**Task instructions:** Out of the entries that follow, copy each line containing "AVENIDA".
=== Section Start ===
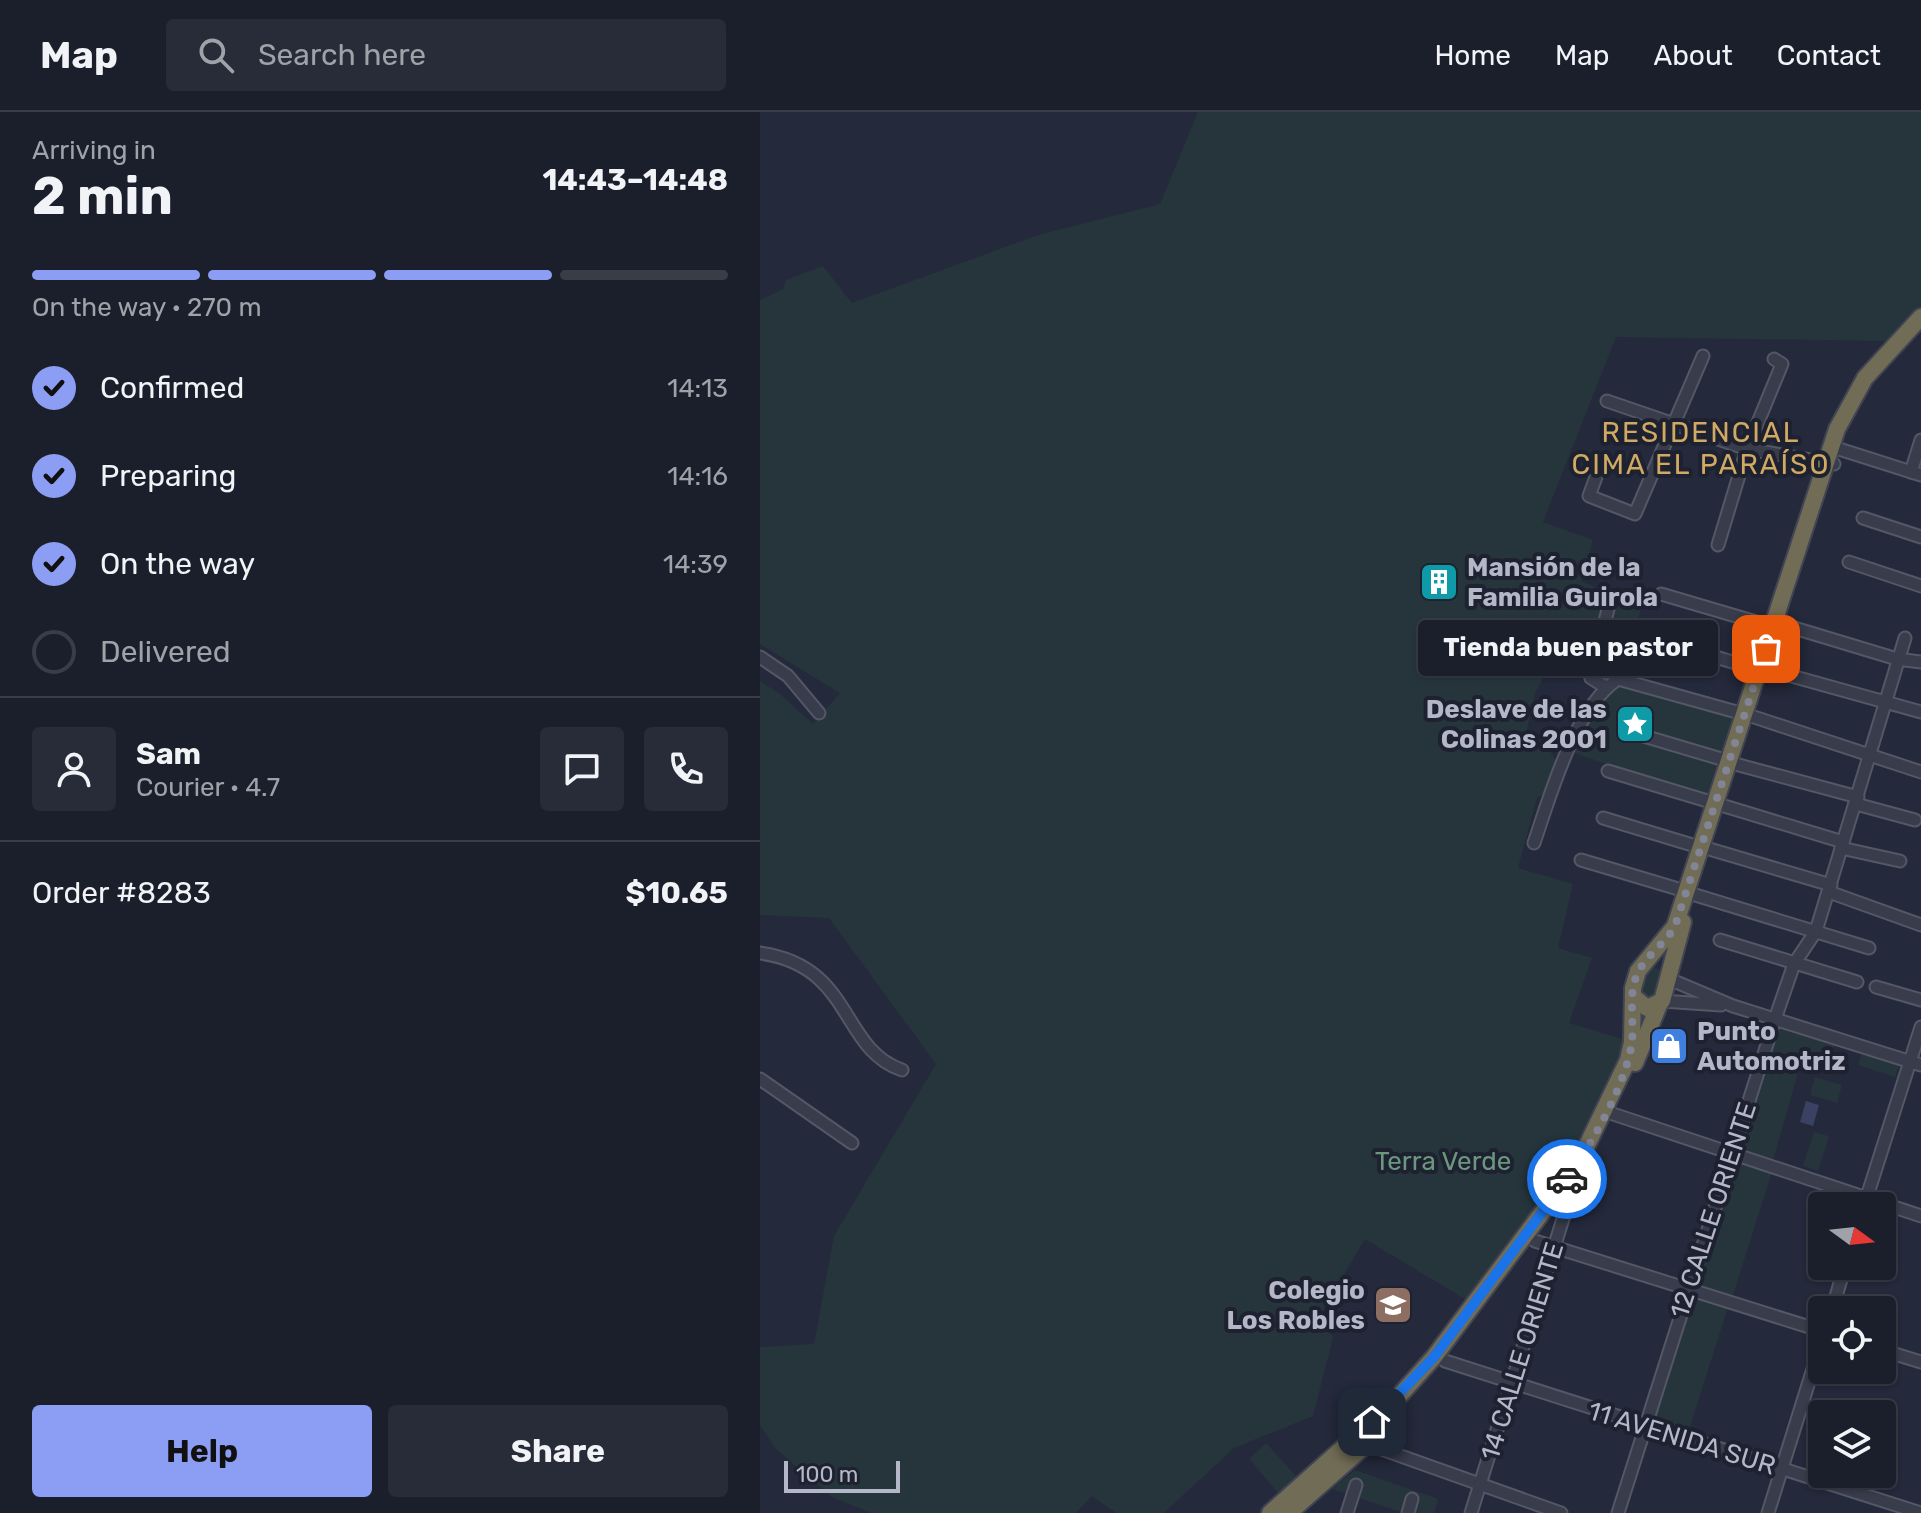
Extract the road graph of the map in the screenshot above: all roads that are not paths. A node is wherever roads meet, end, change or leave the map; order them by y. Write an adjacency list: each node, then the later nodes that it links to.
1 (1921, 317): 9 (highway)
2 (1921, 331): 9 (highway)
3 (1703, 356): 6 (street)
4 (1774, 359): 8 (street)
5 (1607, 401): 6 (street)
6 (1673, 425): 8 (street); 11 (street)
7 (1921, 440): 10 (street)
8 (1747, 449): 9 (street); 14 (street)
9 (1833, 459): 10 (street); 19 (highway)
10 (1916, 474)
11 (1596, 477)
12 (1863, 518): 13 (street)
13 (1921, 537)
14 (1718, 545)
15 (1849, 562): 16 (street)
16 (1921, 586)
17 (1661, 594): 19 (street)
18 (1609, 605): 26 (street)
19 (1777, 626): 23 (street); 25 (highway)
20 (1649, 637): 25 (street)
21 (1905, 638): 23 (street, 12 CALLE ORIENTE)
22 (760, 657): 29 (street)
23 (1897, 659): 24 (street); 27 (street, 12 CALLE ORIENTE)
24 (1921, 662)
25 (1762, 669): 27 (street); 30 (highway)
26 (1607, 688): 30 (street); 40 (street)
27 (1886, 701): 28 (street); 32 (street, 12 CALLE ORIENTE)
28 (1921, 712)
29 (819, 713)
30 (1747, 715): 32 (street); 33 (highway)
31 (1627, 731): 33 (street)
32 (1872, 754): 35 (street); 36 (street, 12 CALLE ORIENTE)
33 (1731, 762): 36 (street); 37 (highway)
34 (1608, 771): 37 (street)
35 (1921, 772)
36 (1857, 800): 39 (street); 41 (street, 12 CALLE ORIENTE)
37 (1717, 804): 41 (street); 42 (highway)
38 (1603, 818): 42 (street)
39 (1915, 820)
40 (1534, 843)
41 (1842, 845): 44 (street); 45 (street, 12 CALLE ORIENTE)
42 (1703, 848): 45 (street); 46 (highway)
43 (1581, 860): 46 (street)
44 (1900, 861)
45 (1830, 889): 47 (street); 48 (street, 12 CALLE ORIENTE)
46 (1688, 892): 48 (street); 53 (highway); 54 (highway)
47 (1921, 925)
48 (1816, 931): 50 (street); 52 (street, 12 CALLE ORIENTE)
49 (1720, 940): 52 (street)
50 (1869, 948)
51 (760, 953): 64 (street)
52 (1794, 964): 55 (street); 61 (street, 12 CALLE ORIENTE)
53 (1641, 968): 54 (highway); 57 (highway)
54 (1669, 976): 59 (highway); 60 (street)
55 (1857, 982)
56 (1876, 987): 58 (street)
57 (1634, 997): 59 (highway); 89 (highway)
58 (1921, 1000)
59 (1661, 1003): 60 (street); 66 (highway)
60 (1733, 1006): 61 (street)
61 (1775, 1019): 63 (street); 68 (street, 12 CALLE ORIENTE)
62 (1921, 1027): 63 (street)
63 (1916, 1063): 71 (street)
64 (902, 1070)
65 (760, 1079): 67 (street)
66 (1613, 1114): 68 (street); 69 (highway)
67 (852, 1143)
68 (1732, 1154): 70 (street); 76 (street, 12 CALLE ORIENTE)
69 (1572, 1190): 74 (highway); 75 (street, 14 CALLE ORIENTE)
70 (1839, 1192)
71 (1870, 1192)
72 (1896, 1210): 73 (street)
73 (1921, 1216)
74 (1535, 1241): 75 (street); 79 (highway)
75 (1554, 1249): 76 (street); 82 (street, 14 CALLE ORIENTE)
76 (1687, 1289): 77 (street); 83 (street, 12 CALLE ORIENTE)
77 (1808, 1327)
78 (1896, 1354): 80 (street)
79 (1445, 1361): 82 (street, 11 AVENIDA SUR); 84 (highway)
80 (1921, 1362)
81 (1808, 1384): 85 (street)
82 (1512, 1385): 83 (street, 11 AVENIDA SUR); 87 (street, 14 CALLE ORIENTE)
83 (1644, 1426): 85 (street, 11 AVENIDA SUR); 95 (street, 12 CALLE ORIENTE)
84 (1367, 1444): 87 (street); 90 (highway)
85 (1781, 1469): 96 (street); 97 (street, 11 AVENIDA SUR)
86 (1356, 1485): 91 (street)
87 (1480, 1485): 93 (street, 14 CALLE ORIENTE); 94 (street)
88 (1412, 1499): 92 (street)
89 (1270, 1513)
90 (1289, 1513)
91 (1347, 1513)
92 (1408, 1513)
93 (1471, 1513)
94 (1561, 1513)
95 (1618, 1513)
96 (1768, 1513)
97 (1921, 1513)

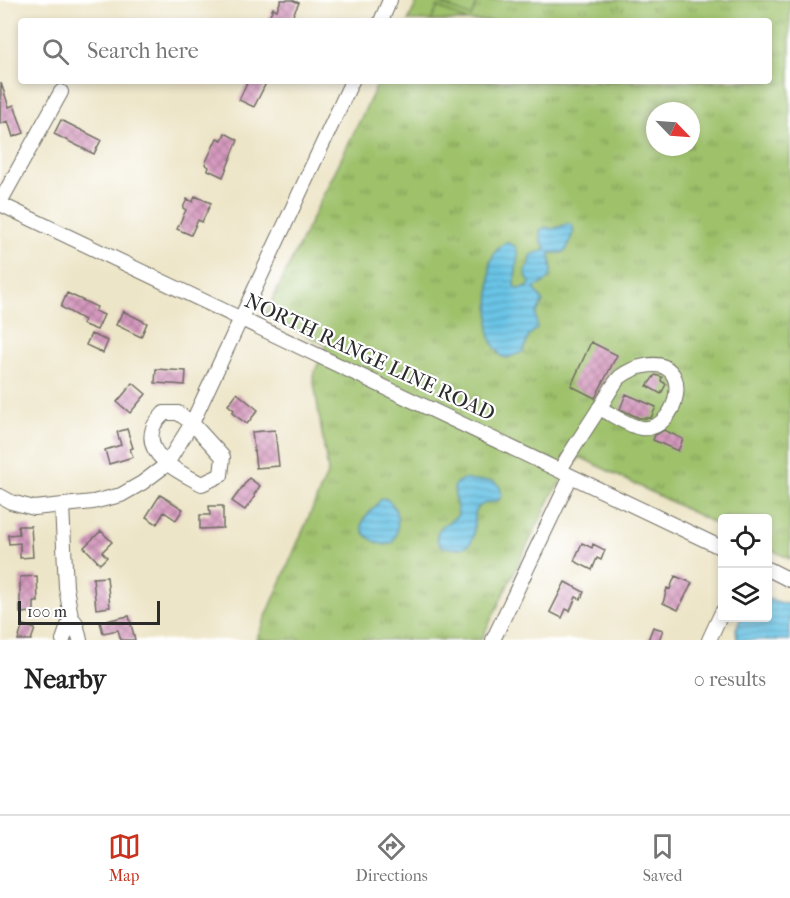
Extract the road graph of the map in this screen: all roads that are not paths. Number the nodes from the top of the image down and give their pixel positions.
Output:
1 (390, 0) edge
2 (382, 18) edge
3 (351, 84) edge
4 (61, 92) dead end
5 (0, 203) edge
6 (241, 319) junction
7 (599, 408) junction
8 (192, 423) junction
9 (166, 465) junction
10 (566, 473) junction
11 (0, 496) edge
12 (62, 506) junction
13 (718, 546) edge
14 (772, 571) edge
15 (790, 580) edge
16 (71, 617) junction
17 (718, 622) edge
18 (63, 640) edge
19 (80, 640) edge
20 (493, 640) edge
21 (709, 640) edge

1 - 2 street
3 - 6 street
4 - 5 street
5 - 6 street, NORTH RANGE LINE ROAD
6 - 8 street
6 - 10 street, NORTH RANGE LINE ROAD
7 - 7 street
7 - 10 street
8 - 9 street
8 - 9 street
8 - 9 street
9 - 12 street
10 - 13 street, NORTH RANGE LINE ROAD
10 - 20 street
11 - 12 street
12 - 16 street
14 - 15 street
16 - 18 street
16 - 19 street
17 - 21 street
=== Section End ===
**Exercise output:**
79 (1445, 1361): 82 (street, 11 AVENIDA SUR); 84 (highway)
82 (1512, 1385): 83 (street, 11 AVENIDA SUR); 87 (street, 14 CALLE ORIENTE)
83 (1644, 1426): 85 (street, 11 AVENIDA SUR); 95 (street, 12 CALLE ORIENTE)
85 (1781, 1469): 96 (street); 97 (street, 11 AVENIDA SUR)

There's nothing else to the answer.